Stored items
::::::::
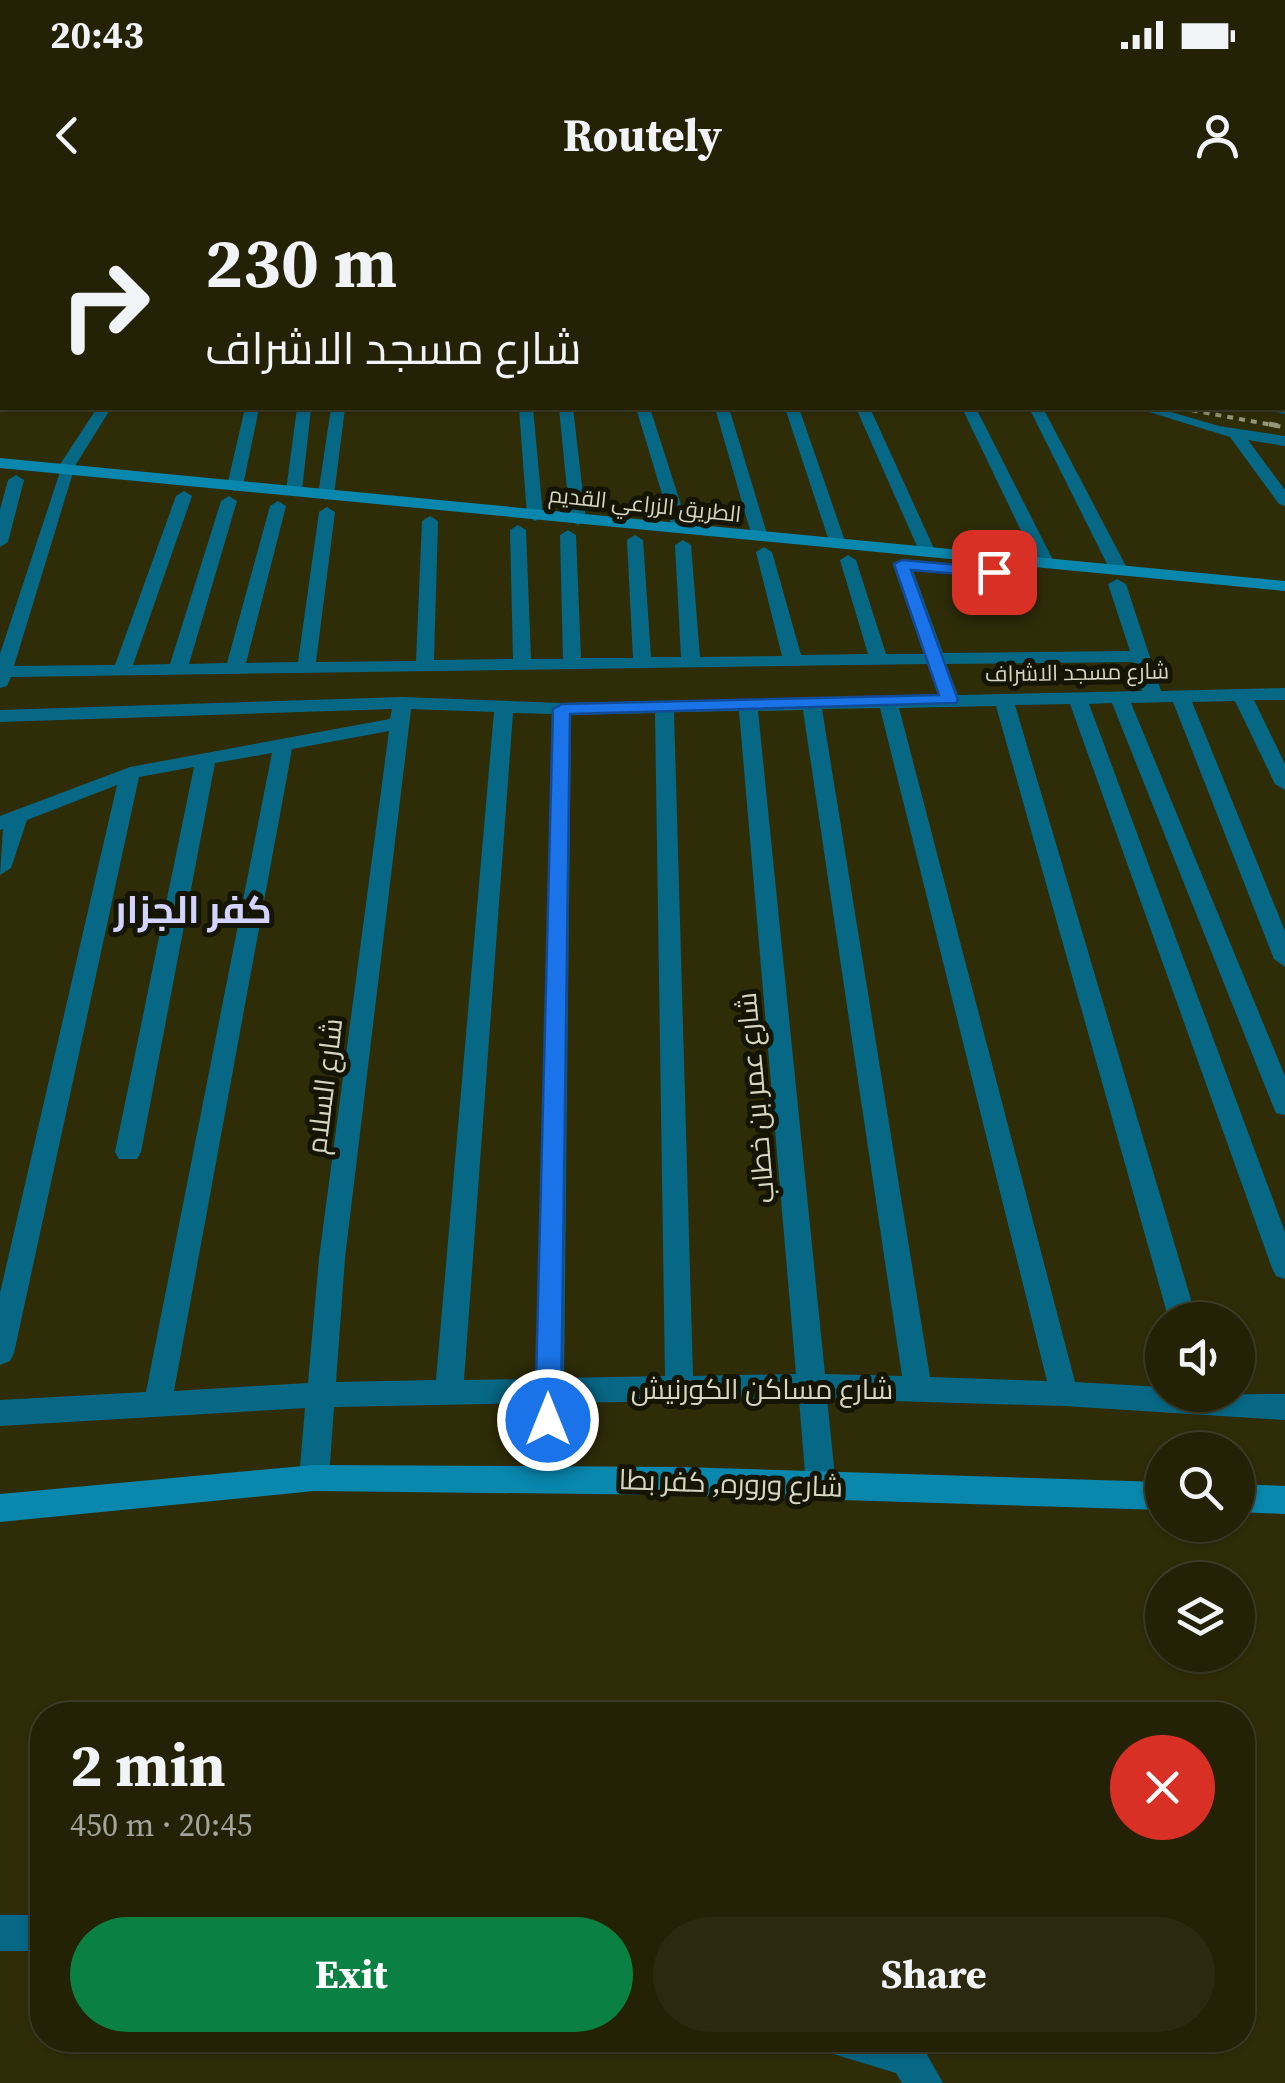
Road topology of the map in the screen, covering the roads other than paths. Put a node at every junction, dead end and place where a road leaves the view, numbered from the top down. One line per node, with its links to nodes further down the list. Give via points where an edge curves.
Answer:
1 (103, 410): 17 (street)
2 (252, 410): 20 (street)
3 (304, 410): 19 (street)
4 (338, 410): 23 (street)
5 (526, 410): 25 (street)
6 (566, 410): 27 (street)
7 (643, 410): 29 (street)
8 (723, 410): 32 (street)
9 (793, 410): 33 (street)
10 (864, 410): 34 (street)
11 (970, 410): 36 (street)
12 (1037, 410): 37 (street)
13 (1150, 410): 14 (street)
14 (1236, 434): 15 (street); 22 (street)
15 (1285, 442)
16 (0, 463): 17 (main road, الطريق الزراعي القديم)
17 (66, 474): 18 (main road, الطريق الزراعي القديم); 20 (main road, الطريق الزراعي القديم); 21 (main road, الطريق الزراعي القديم); 40 (street)
18 (8, 479): 31 (street)
19 (294, 492): 20 (main road, الطريق الزراعي القديم); 23 (main road, الطريق الزراعي القديم)
20 (232, 493): 21 (main road, الطريق الزراعي القديم); 24 (main road, الطريق الزراعي القديم); 53 (street)
21 (184, 496): 54 (street)
22 (1285, 501)
23 (327, 503): 24 (main road, الطريق الزراعي القديم); 25 (main road, الطريق الزراعي القديم); 26 (main road, الطريق الزراعي القديم); 52 (street)
24 (278, 506): 51 (street)
25 (535, 516): 27 (main road, الطريق الزراعي القديم)
26 (430, 522): 28 (main road, الطريق الزراعي القديم); 50 (street)
27 (573, 528): 28 (main road, الطريق الزراعي القديم); 29 (main road, الطريق الزراعي القديم); 30 (main road, الطريق الزراعي القديم); 48 (street)
28 (518, 530): 49 (street)
29 (682, 537): 30 (main road, الطريق الزراعي القديم); 32 (main road, الطريق الزراعي القديم); 46 (street)
30 (634, 540): 47 (street)
31 (0, 542)
32 (762, 545): 33 (main road, الطريق الزراعي القديم); 45 (street)
33 (843, 552): 34 (main road, الطريق الزراعي القديم); 35 (main road, الطريق الزراعي القديم); 44 (street)
34 (928, 553): 36 (main road, الطريق الزراعي القديم)
35 (902, 564): 37 (main road, الطريق الزراعي القديم); 43 (street)
36 (1046, 564): 37 (main road, الطريق الزراعي القديم)
37 (1118, 577): 38 (main road, الطريق الزراعي القديم); 39 (main road, الطريق الزراعي القديم); 42 (street)
38 (1285, 586)
39 (1285, 600)
40 (27, 604): 41 (street); 55 (street)
41 (0, 605)
42 (1141, 656): 43 (street, شارع مسجد الاشراف); 58 (street)
43 (936, 659): 44 (street, شارع مسجد الاشراف); 63 (street)
44 (879, 660): 45 (street, شارع مسجد الاشراف)
45 (793, 661): 46 (street, شارع مسجد الاشراف)
46 (691, 662): 47 (street, شارع مسجد الاشراف)
47 (642, 663): 48 (street, شارع مسجد الاشراف)
48 (572, 664): 49 (street, شارع مسجد الاشراف)
49 (522, 665): 50 (street, شارع مسجد الاشراف)
50 (425, 666): 52 (street, شارع مسجد الاشراف)
51 (234, 668): 52 (street, شارع مسجد الاشراف); 53 (street, شارع مسجد الاشراف)
52 (306, 668)
53 (178, 669): 54 (street, شارع مسجد الاشراف)
54 (122, 670): 55 (street, شارع مسجد الاشراف)
55 (1, 676)
56 (1242, 694): 57 (street, شارع مسجد الاشراف); 59 (street, شارع مسجد الاشراف); 75 (street)
57 (1285, 694)
58 (1153, 695): 59 (street, شارع مسجد الاشراف); 61 (street, شارع مسجد الاشراف)
59 (1180, 695): 78 (street)
60 (1078, 696): 61 (street, شارع مسجد الاشراف); 62 (street, شارع مسجد الاشراف); 81 (street)
61 (1118, 696): 79 (street)
62 (1004, 698): 63 (street, شارع مسجد الاشراف); 82 (street)
63 (950, 700): 64 (street, شارع مسجد الاشراف)
64 (888, 701): 65 (street, شارع مسجد الاشراف); 89 (street)
65 (812, 704): 66 (street, شارع مسجد الاشراف); 86 (street)
66 (748, 705): 68 (street, شارع مسجد الاشراف); 84 (street, شارع عمر بن خطاب)
67 (504, 708): 69 (street, شارع مسجد الاشراف); 70 (street, شارع مسجد الاشراف); 88 (street)
68 (664, 708): 69 (street, شارع مسجد الاشراف); 85 (street)
69 (562, 709): 87 (street)
70 (402, 713): 71 (street, شارع مسجد الاشراف, via 270,706); 72 (street); 90 (street, شارع السلام)
71 (0, 716)
72 (284, 742): 73 (street); 92 (street)
73 (206, 757): 74 (street); 80 (street)
74 (130, 773): 76 (street); 83 (street)
75 (1285, 784)
76 (9, 820): 77 (street)
77 (0, 868)
78 (1285, 959)
79 (1285, 1106)
80 (128, 1152)
81 (1285, 1268)
82 (1178, 1302)
83 (0, 1353)
84 (813, 1386): 85 (street, شارع مساكن الكورنيش); 86 (street, شارع مساكن الكورنيش); 98 (street, شارع عمر بن خطاب)
85 (679, 1388): 87 (street, شارع مساكن الكورنيش)
86 (918, 1390): 89 (street, شارع مساكن الكورنيش)
87 (548, 1391): 88 (street, شارع مساكن الكورنيش); 97 (street)
88 (449, 1393): 90 (street, شارع مساكن الكورنيش)
89 (1064, 1394): 91 (street, شارع مساكن الكورنيش)
90 (320, 1395): 92 (street, شارع مساكن الكورنيش); 96 (street, شارع السلام)
91 (1145, 1397)
92 (158, 1402): 95 (street, شارع مساكن الكورنيش)
93 (1255, 1404): 94 (street, شارع مساكن الكورنيش)
94 (1285, 1407)
95 (0, 1413)
96 (314, 1478): 97 (main road, شارع وروره, كفر بطا); 102 (main road, شارع وروره, كفر بطا)
97 (548, 1478): 98 (main road, شارع وروره, كفر بطا)
98 (821, 1486): 99 (main road, شارع وروره, كفر بطا)
99 (1145, 1496)
100 (1255, 1499): 101 (main road)
101 (1285, 1500)
102 (0, 1508)
103 (0, 1933): 104 (street)
104 (30, 1933)
105 (889, 2052): 106 (street, via 908,2057)
106 (924, 2083)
::::::::
▶ [Task instructions]: Among the lines of the records, copy out each one that contains the word "وروره".

▶ [Response to the exercise]:
96 (314, 1478): 97 (main road, شارع وروره, كفر بطا); 102 (main road, شارع وروره, كفر بطا)
97 (548, 1478): 98 (main road, شارع وروره, كفر بطا)
98 (821, 1486): 99 (main road, شارع وروره, كفر بطا)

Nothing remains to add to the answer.